Why time divided by iterations in sampleGoogleNet.cpp of TensorRT 3.0 SDK.

haifengli · December 12, 2017, 4:04am

We just want to profile another tensorrt instance, and clone the Profiler C++ class in sampleGoogleNet.cpp file. It’s report time is strange, so I digged to the document and header file.

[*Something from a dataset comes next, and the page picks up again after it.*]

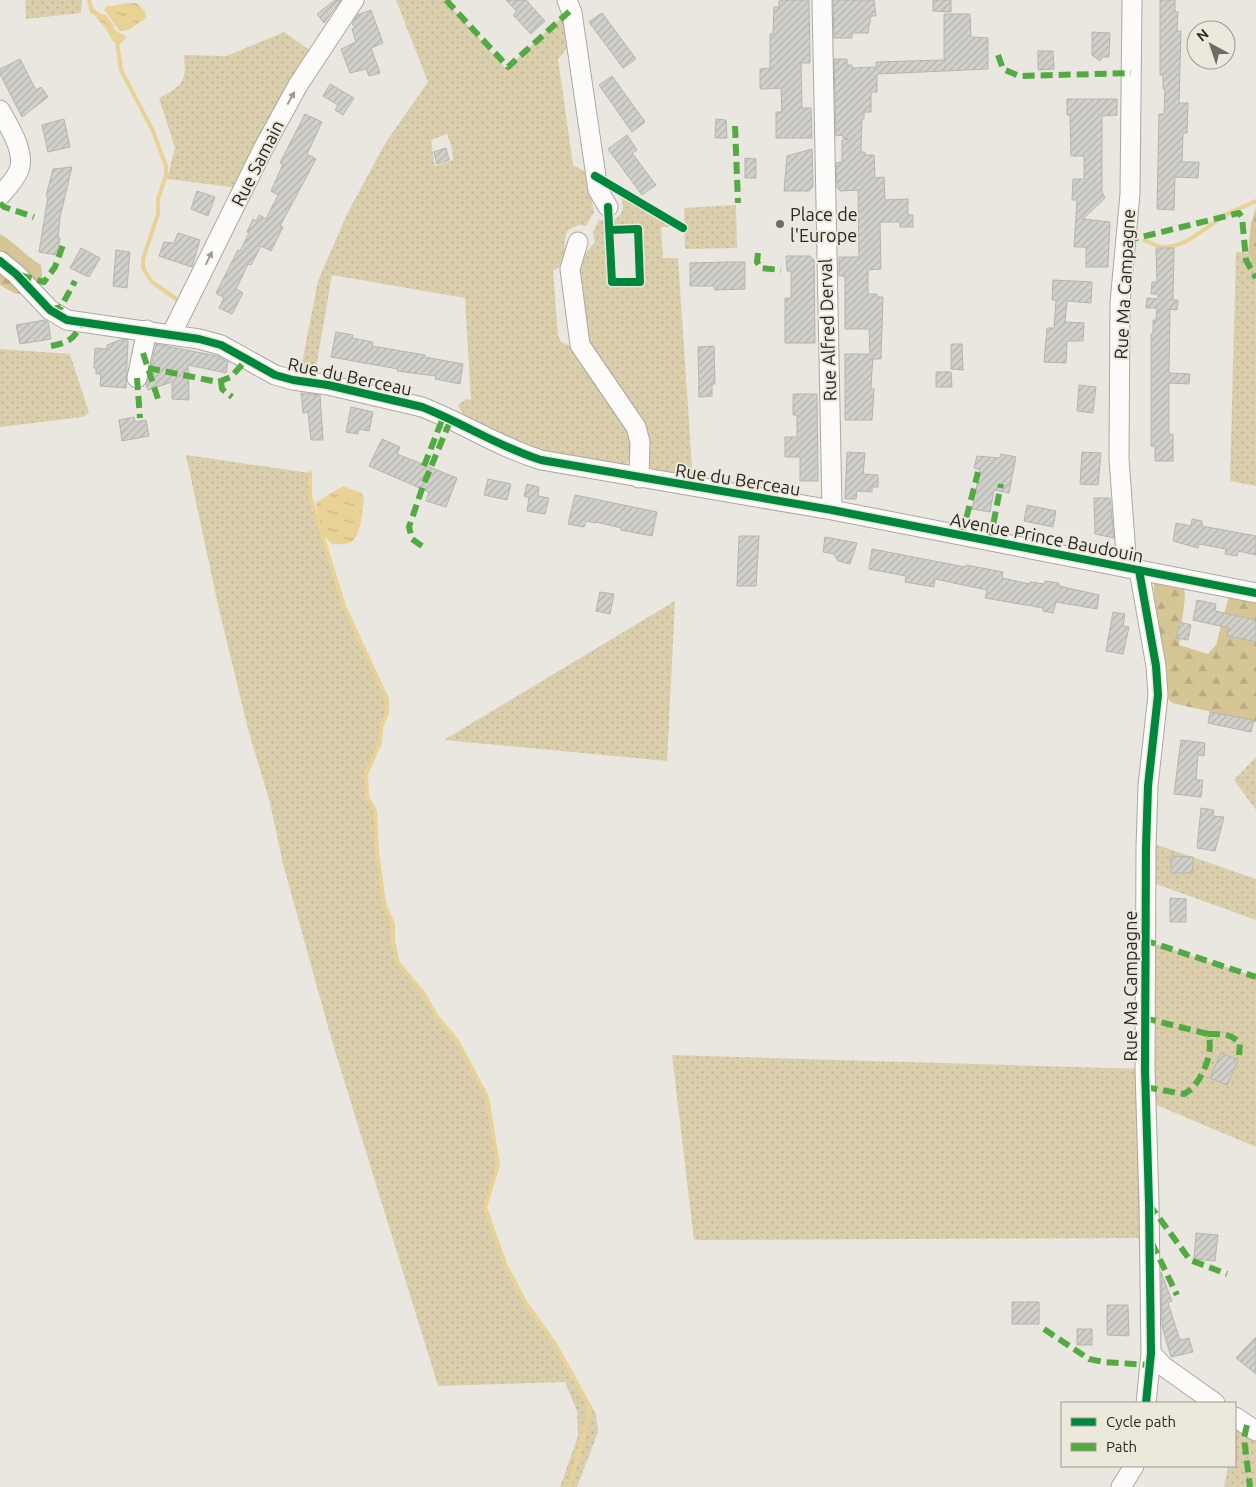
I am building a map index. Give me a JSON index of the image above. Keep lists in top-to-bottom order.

It seems Profiler class should report time in second instead of millisecond, or just don’t divide time by TIMING_ITERATIONS(1000).

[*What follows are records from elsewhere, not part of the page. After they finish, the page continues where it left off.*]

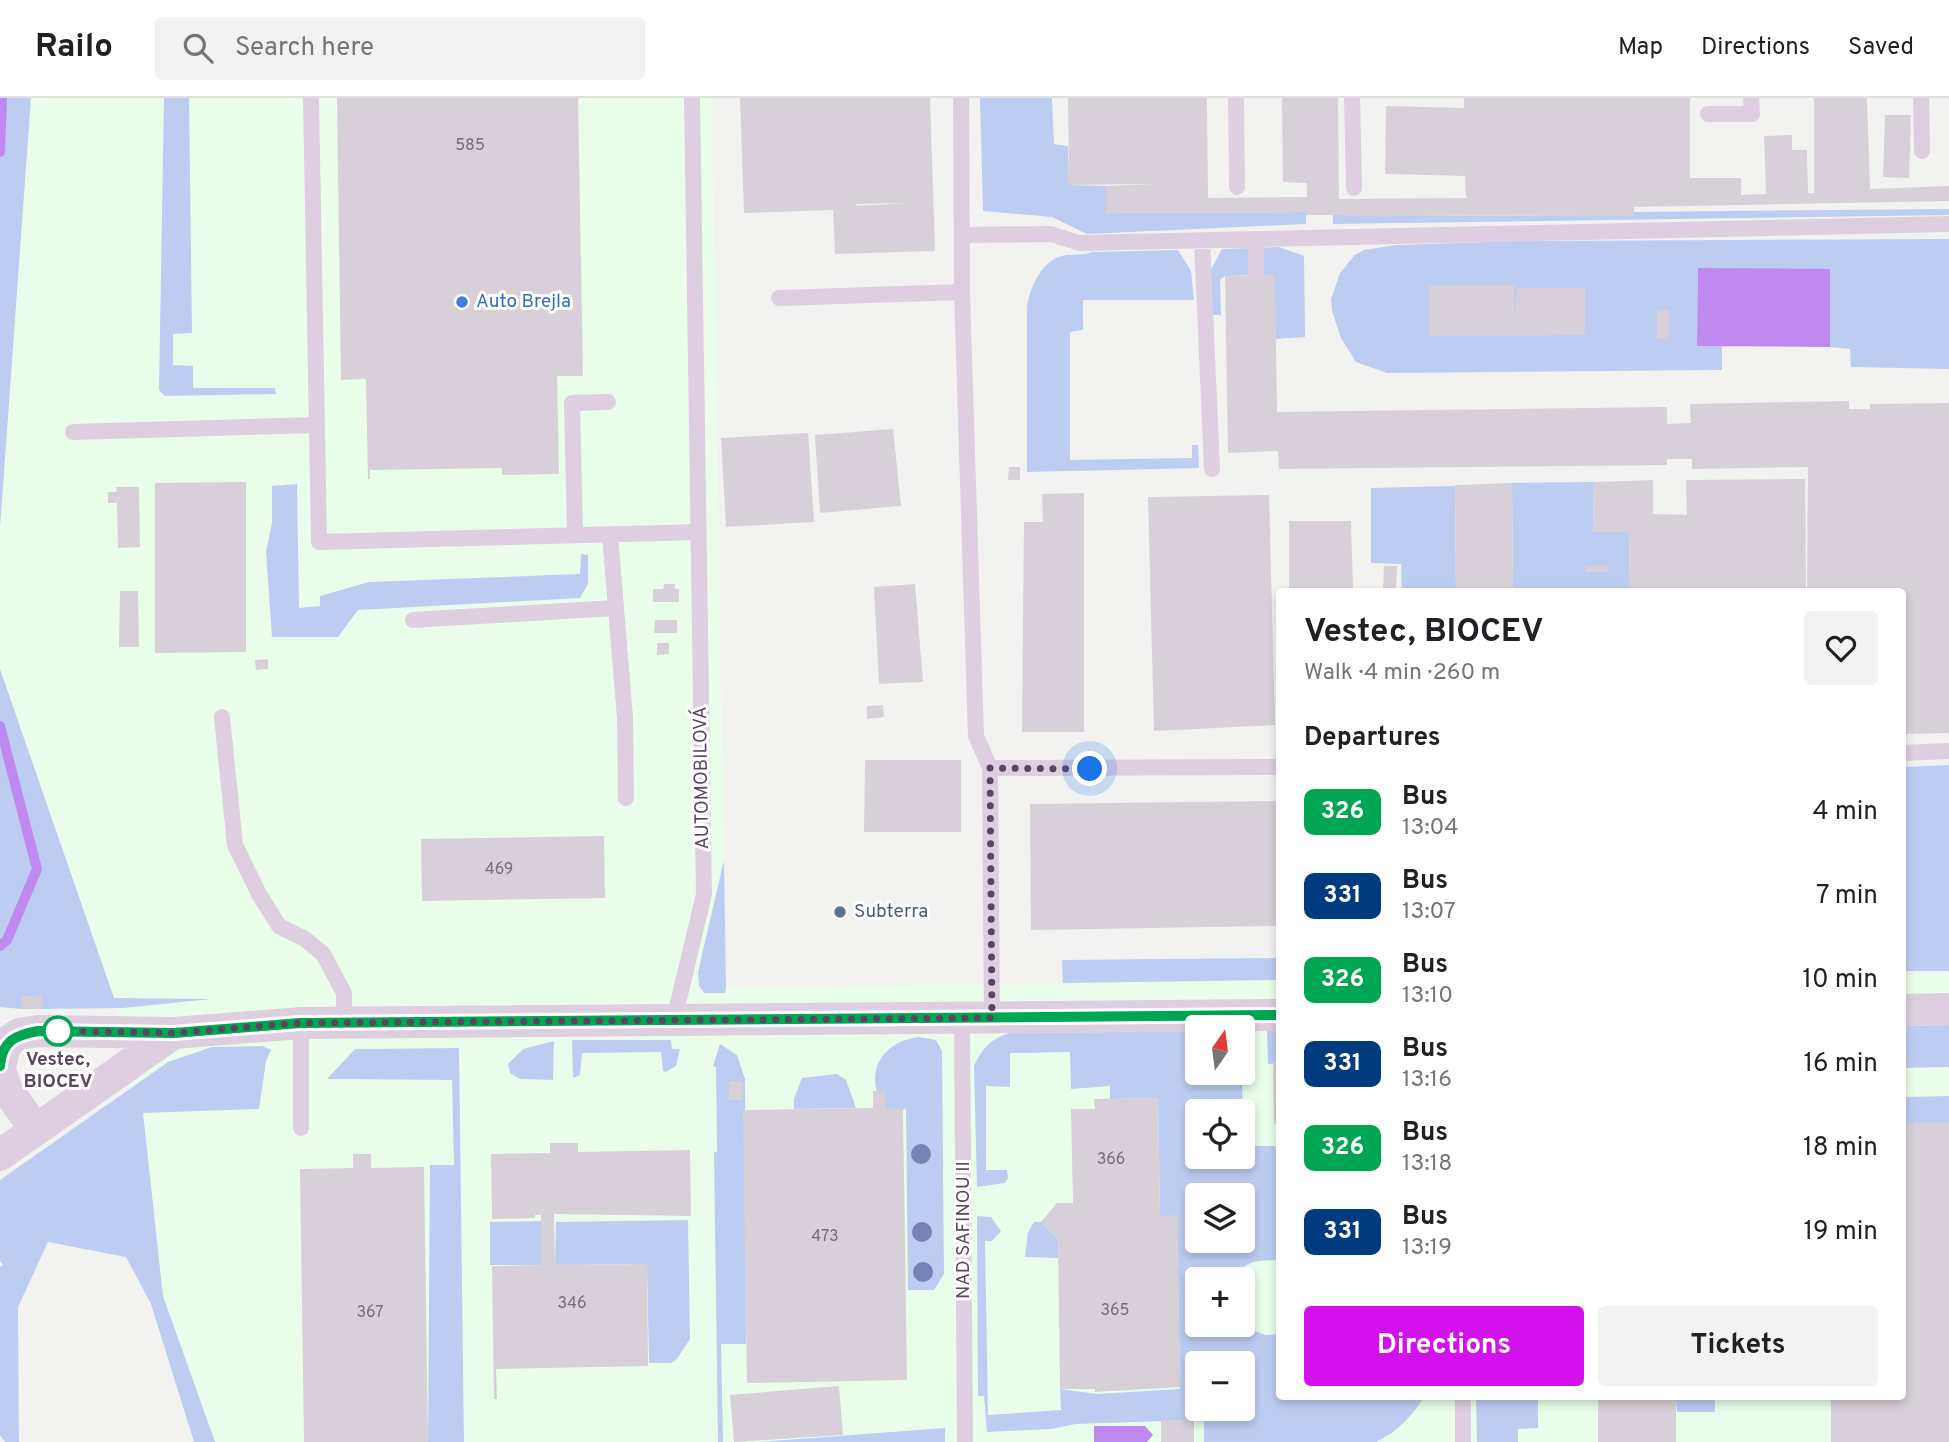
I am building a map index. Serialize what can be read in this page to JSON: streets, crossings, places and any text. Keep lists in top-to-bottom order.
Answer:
{
  "streets": {
    "lane": ["AUTOMOBILOVÁ", "NAD SAFINOU II"]
  },
  "places": ["Auto Brejla", "Subterra", "Vestec, BIOCEV"],
  "lines": ["bus line 326"],
  "house_numbers": [
    "585",
    "469",
    "366",
    "473",
    "346",
    "365",
    "367"
  ],
  "north": "top",
  "page": {
    "header": "Railo",
    "search": "Search here",
    "nav": ["Map", "Directions", "Saved"],
    "heading": [
      ["Vestec, BIOCEV", "Walk · 4 min · 260 m"],
      "Departures"
    ],
    "list": [
      {
        "mark": "326",
        "name": "Bus",
        "note": "13:04",
        "value": "4 min"
      },
      {
        "mark": "331",
        "name": "Bus",
        "note": "13:07",
        "value": "7 min"
      },
      {
        "mark": "326",
        "name": "Bus",
        "note": "13:10",
        "value": "10 min"
      },
      {
        "mark": "331",
        "name": "Bus",
        "note": "13:16",
        "value": "16 min"
      },
      {
        "mark": "326",
        "name": "Bus",
        "note": "13:18",
        "value": "18 min"
      },
      {
        "mark": "331",
        "name": "Bus",
        "note": "13:19",
        "value": "19 min"
      }
    ],
    "map_buttons": ["+", "−"],
    "buttons": ["Directions", "Tickets"]
  }
}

struct Profiler : public IProfiler
{
	typedef std::pair<std::string, float> Record;
	std::vector<Record> mProfile;

	virtual void reportLayerTime(const char* layerName, float ms)
	{
		auto record = std::find_if(mProfile.begin(), mProfile.end(), [&](const Record& r){ return r.first == layerName; });
		if (record == mProfile.end())
			mProfile.push_back(std::make_pair(layerName, ms));
		else
			record->second += ms;
	}

	void printLayerTimes()
	{
		float totalTime = 0;
		for (size_t i = 0; i < mProfile.size(); i++)
		{
			//the mProfile[i].second(according to first) is already in millisecond, why divide it by TIMING_ITERATIONS?
			printf("%-40.40s %4.3f<b>ms</b>\n", mProfile[i].first.c_str(), mProfile[i].second / TIMING_ITERATIONS);
			totalTime += mProfile[i].second;
		}
		printf("Time over all layers: %4.3f\n", totalTime / TIMING_ITERATIONS);
	}

} gProfiler;

This is the reportLayerTime function declaration in NvInfer.h

virtual void nvinfer1::IProfiler::reportLayerTime	(	const char * 	layerName,
float 	ms 
)		
pure virtual
layer time reporting callback

Parameters
layerName	the name of the layer, set when constructing the network definition
ms	the time in milliseconds to execute the layer

What’s wrong?

AastaLLL · December 12, 2017, 8:48am

Hi,

As you said, in

virtual void nvinfer1::IProfiler::reportLayerTime ( const char * layerName,
                                                    float ms
                                                  )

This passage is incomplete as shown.